■ What you are asked to do: Apart from the pictures, every line below is to be set down exactly.

■ Given records:
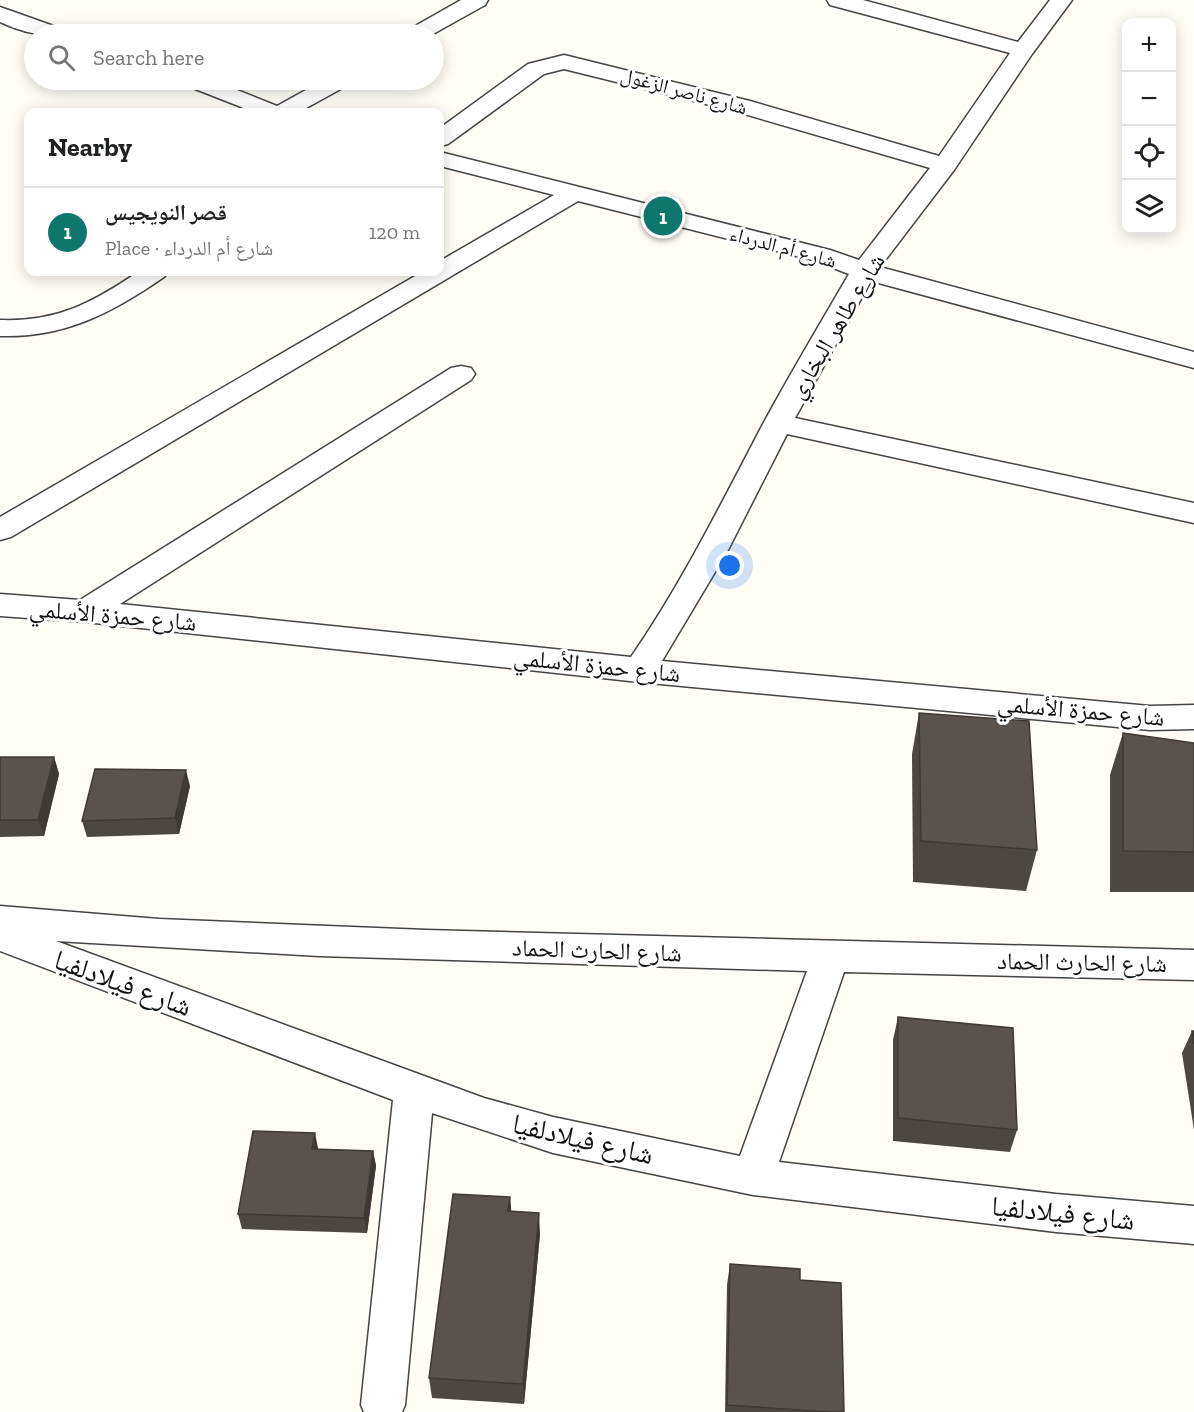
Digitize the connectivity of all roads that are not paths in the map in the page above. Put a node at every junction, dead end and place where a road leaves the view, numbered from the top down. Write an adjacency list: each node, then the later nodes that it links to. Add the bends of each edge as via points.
1 (477, 0): 5 (street)
2 (838, 0): 7 (street)
3 (1061, 0): 7 (street, شارع طاهر البخاري)
4 (0, 14): 6 (street)
5 (435, 24)
6 (24, 26)
7 (1023, 50): 14 (street, شارع طاهر البخاري)
8 (218, 90): 10 (street)
9 (322, 90): 11 (street)
10 (263, 108)
11 (290, 108)
12 (444, 136): 14 (street, شارع ناصر الزغول, via 536,69 564,62 742,106)
13 (444, 160): 15 (street, شارع أم الدرداء)
14 (945, 165): 17 (street, شارع طاهر البخاري)
15 (573, 194): 16 (street); 17 (street, شارع أم الدرداء, via 821,255)
16 (444, 270)
17 (864, 271): 21 (street, شارع أم الدرداء); 23 (street, شارع طاهر البخاري)
18 (149, 276): 20 (street, via 93,312 72,320 41,328)
19 (433, 276): 25 (street)
20 (0, 328)
21 (1191, 352)
22 (461, 374): 27 (street)
23 (778, 423): 24 (street); 28 (street, شارع طاهر البخاري, via 712,552)
24 (1194, 513)
25 (0, 530)
26 (0, 605): 27 (street, شارع حمزة الأسلمي)
27 (86, 611): 28 (street, شارع حمزة الأسلمي)
28 (639, 670): 29 (street, شارع حمزة الأسلمي, via 1150,718)
29 (1194, 717)
30 (0, 921): 32 (street, شارع الحارث الحماد, via 105,932)
31 (0, 936): 34 (street, شارع فيلادلفيا)
32 (830, 958): 33 (street, شارع الحارث الحماد); 35 (street)
33 (1194, 965)
34 (414, 1090): 35 (street, شارع فيلادلفيا, via 554,1135); 37 (street)
35 (753, 1177): 36 (street, شارع فيلادلفيا, via 1056,1213)
36 (1194, 1225)
37 (383, 1405)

■ Your response:
Digitize the connectivity of all roads that are not paths in the map in the page above. Put a node at every junction, dead end and place where a road leaves the view, numbered from the top down. Write an adjacency list: each node, then the later nodes that it links to. Add the bends of each edge as via points.
1 (477, 0): 5 (street)
2 (838, 0): 7 (street)
3 (1061, 0): 7 (street, شارع طاهر البخاري)
4 (0, 14): 6 (street)
5 (435, 24)
6 (24, 26)
7 (1023, 50): 14 (street, شارع طاهر البخاري)
8 (218, 90): 10 (street)
9 (322, 90): 11 (street)
10 (263, 108)
11 (290, 108)
12 (444, 136): 14 (street, شارع ناصر الزغول, via 536,69 564,62 742,106)
13 (444, 160): 15 (street, شارع أم الدرداء)
14 (945, 165): 17 (street, شارع طاهر البخاري)
15 (573, 194): 16 (street); 17 (street, شارع أم الدرداء, via 821,255)
16 (444, 270)
17 (864, 271): 21 (street, شارع أم الدرداء); 23 (street, شارع طاهر البخاري)
18 (149, 276): 20 (street, via 93,312 72,320 41,328)
19 (433, 276): 25 (street)
20 (0, 328)
21 (1191, 352)
22 (461, 374): 27 (street)
23 (778, 423): 24 (street); 28 (street, شارع طاهر البخاري, via 712,552)
24 (1194, 513)
25 (0, 530)
26 (0, 605): 27 (street, شارع حمزة الأسلمي)
27 (86, 611): 28 (street, شارع حمزة الأسلمي)
28 (639, 670): 29 (street, شارع حمزة الأسلمي, via 1150,718)
29 (1194, 717)
30 (0, 921): 32 (street, شارع الحارث الحماد, via 105,932)
31 (0, 936): 34 (street, شارع فيلادلفيا)
32 (830, 958): 33 (street, شارع الحارث الحماد); 35 (street)
33 (1194, 965)
34 (414, 1090): 35 (street, شارع فيلادلفيا, via 554,1135); 37 (street)
35 (753, 1177): 36 (street, شارع فيلادلفيا, via 1056,1213)
36 (1194, 1225)
37 (383, 1405)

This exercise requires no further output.